PROVIDED ENTRIES >>
╔══

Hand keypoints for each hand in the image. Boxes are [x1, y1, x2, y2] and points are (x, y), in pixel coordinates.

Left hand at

╚══
╔══

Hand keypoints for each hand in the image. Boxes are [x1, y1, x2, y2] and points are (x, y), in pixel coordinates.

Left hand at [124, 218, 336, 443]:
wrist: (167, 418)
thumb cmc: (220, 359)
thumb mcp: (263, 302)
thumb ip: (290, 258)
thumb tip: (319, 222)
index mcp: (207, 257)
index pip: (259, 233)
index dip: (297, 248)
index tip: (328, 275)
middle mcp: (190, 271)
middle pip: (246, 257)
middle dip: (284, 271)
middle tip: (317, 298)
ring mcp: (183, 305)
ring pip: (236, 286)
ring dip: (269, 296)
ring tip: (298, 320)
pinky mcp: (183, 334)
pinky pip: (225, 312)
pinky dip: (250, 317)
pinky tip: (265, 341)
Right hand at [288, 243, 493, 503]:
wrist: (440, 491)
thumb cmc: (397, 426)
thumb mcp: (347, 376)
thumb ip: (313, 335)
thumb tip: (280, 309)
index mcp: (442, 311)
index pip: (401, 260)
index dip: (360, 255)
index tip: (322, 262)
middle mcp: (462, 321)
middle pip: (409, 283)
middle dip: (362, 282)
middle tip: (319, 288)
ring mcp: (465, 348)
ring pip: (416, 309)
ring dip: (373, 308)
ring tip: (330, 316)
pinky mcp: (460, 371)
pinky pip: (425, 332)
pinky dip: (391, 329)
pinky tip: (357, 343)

╚══

Copy the lines above exactly, beginning at the line that has "ring pip: (236, 286)" and stopping after the line that has "middle pip: (409, 283)", and omit the rest.

ring pip: (236, 286)
ring dip: (269, 296)
ring tip: (298, 320)
pinky mcp: (183, 334)
pinky pip: (225, 312)
pinky dip: (250, 317)
pinky tip: (265, 341)
Right hand at [288, 243, 493, 503]:
wrist: (440, 491)
thumb cmc: (397, 426)
thumb mcp: (347, 376)
thumb ip: (313, 335)
thumb tip: (280, 309)
index mcp: (442, 311)
index pip: (401, 260)
index dip: (360, 255)
index tip: (322, 262)
middle mcp: (462, 321)
middle pip: (409, 283)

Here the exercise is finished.